TO DO
Return each line of the records below that contains the word "node".

SUPPLIED INFORMATION

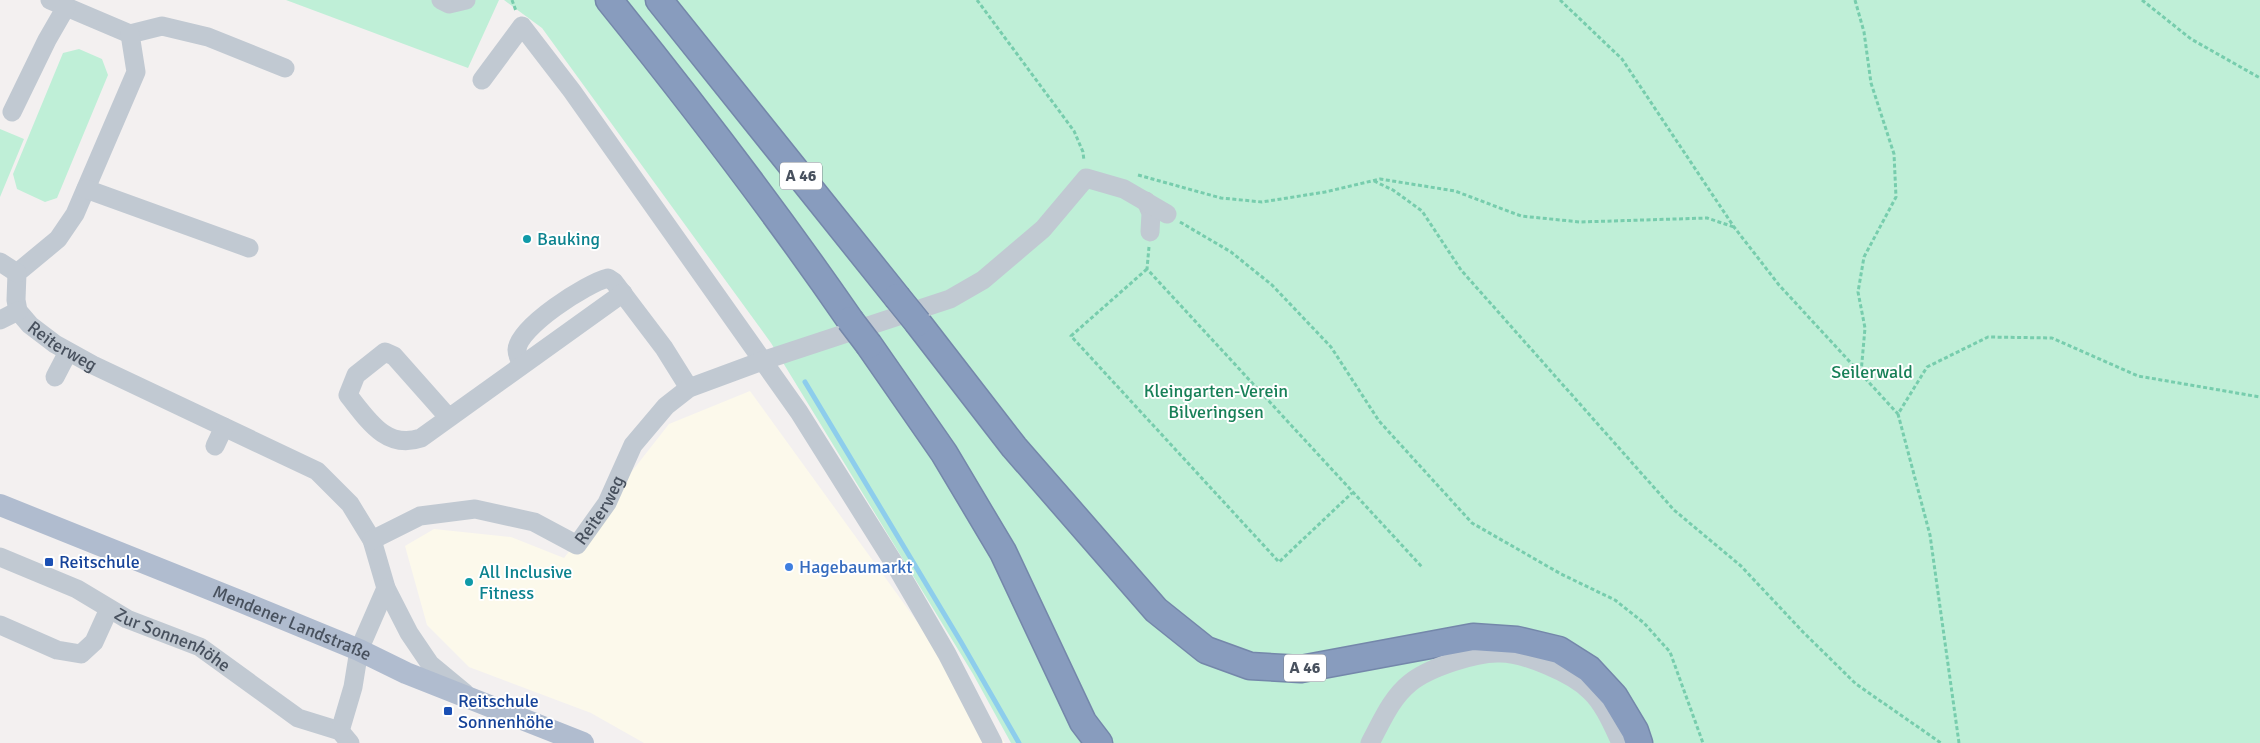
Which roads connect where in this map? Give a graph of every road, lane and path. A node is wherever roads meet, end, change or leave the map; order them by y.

* * *

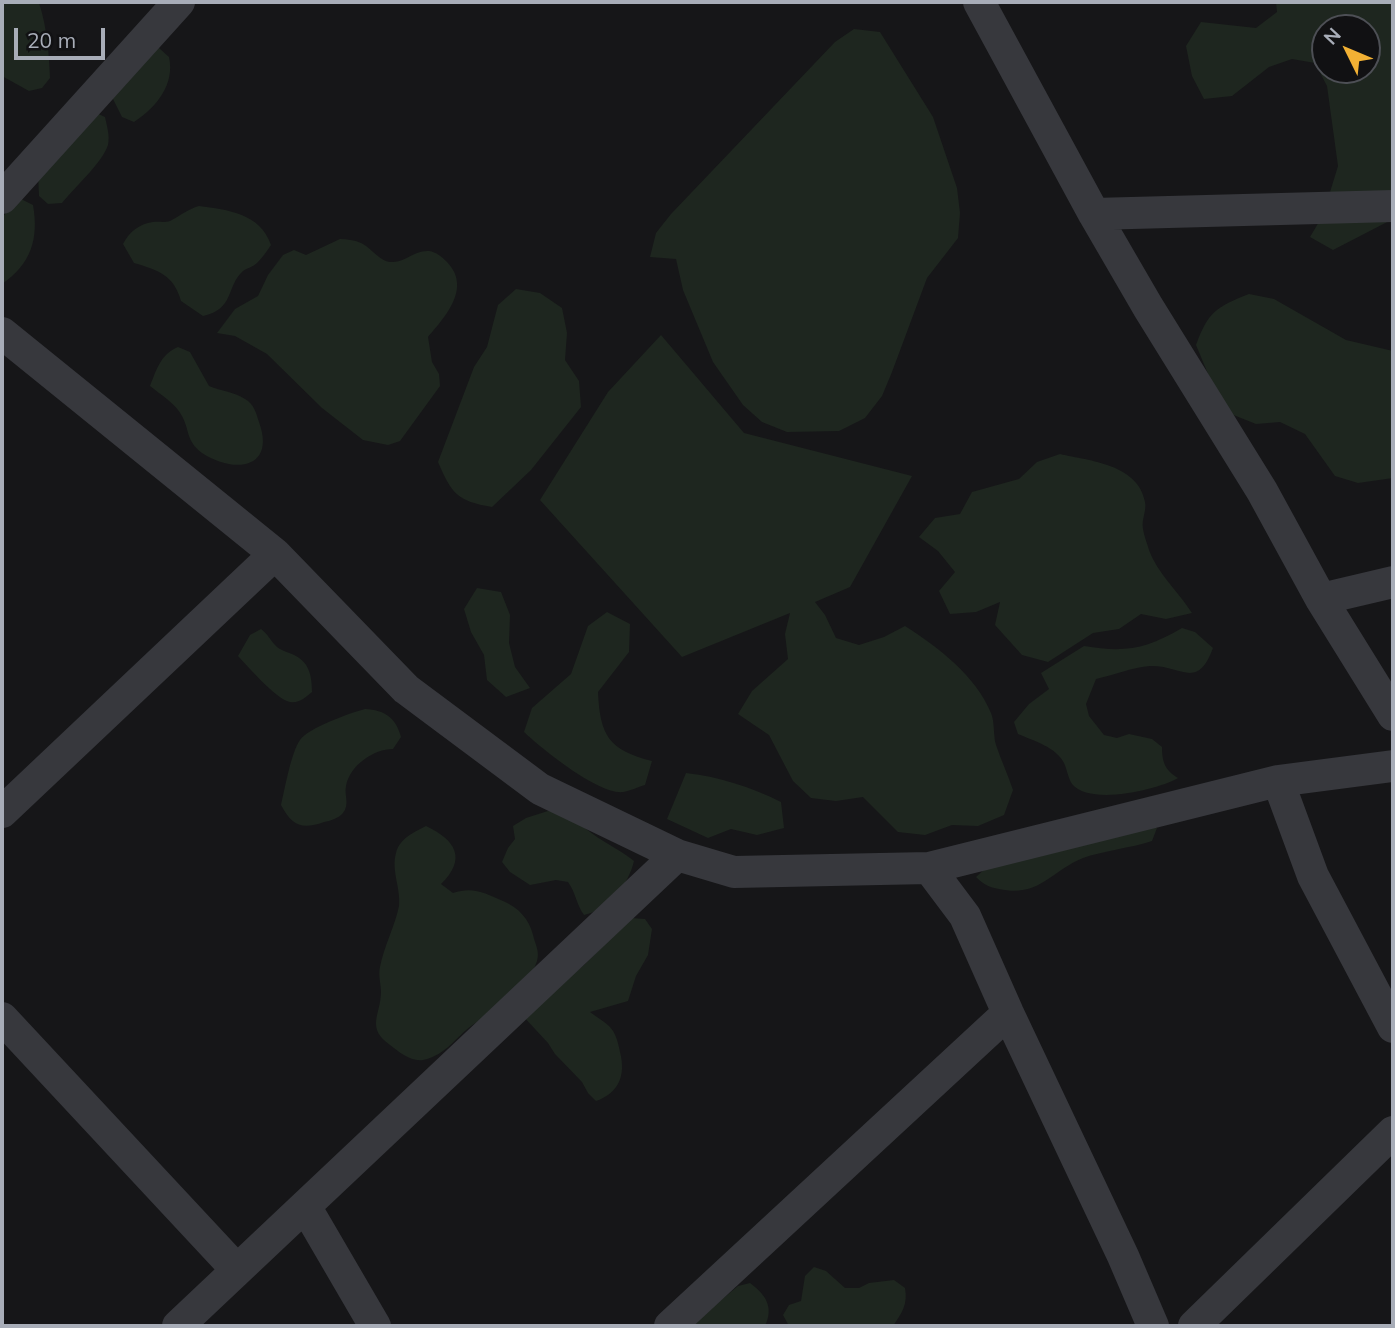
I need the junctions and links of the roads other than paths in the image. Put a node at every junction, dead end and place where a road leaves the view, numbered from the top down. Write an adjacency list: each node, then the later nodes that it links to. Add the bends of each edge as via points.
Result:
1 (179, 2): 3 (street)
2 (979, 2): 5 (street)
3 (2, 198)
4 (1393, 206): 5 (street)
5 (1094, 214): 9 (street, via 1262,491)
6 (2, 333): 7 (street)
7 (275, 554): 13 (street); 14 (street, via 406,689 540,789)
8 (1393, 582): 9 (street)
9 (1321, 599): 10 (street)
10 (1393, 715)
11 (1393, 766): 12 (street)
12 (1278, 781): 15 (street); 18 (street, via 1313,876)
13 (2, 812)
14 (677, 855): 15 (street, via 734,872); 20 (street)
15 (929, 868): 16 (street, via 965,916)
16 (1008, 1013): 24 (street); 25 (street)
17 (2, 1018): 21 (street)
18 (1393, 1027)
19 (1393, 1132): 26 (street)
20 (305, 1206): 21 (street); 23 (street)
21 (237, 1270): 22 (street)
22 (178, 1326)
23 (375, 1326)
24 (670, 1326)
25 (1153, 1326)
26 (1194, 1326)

SOLUTION FOR THIS EXERCISE
Which roads connect where in this map? Give a graph of every road, lane and path. A node is wherever roads meet, end, change or leave the map; order them by y.
I need the junctions and links of the roads other than paths in the image. Put a node at every junction, dead end and place where a road leaves the view, numbered from the top down. Write an adjacency list: each node, then the later nodes that it links to. Add the bends of each edge as via points.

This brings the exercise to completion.